Lines before the one containing "wrist: (217, 267)" are excluded; print that line and every line after it through the end of the material below, exactly.

>>>

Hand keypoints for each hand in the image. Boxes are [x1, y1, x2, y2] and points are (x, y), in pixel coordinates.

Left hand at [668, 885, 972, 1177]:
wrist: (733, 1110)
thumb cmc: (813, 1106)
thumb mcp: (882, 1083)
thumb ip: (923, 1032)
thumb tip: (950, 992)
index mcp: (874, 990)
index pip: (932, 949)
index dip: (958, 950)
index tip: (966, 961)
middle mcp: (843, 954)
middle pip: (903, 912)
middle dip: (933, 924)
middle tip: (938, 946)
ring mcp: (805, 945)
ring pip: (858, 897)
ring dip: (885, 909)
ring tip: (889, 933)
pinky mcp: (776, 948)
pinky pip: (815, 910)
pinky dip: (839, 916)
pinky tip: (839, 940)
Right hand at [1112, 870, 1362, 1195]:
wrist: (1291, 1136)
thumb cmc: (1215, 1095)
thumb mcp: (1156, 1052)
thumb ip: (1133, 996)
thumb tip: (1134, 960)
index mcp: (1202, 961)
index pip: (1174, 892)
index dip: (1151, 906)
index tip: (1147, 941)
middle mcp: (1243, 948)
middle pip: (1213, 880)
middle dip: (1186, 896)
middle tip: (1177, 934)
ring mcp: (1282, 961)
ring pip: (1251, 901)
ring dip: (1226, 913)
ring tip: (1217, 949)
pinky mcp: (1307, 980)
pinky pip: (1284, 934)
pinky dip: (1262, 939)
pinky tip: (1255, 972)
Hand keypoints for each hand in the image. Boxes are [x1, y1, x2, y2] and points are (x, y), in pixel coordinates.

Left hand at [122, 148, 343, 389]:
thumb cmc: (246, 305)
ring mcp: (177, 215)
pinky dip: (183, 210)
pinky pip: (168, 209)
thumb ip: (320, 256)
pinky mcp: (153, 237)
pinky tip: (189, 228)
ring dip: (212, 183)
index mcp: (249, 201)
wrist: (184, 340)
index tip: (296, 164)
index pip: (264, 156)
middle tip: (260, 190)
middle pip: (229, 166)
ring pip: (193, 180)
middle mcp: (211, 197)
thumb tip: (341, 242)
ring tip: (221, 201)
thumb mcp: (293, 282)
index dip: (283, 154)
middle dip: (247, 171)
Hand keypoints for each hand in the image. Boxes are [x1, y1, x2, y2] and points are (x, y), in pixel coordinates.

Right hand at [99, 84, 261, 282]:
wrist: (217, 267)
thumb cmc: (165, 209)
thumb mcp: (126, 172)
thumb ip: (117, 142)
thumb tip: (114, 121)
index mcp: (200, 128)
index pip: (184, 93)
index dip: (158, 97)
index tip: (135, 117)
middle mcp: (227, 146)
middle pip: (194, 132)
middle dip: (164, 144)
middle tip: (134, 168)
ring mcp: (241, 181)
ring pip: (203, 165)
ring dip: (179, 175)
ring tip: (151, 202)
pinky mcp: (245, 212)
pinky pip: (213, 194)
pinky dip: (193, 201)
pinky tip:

<<<

RESPONSE:
wrist: (217, 267)
thumb cmc: (165, 209)
thumb mcp: (126, 172)
thumb ip: (117, 142)
thumb tip: (114, 121)
index mcp: (200, 128)
index pip: (184, 93)
index dip: (158, 97)
index tip: (135, 117)
middle mcp: (227, 146)
middle pip: (194, 132)
middle dip: (164, 144)
middle tip: (134, 168)
ring mcp: (241, 181)
ring pip: (203, 165)
ring dip: (179, 175)
ring tip: (151, 202)
pinky mcp: (245, 212)
pinky pip: (213, 194)
pinky dip: (193, 201)
pinky tip:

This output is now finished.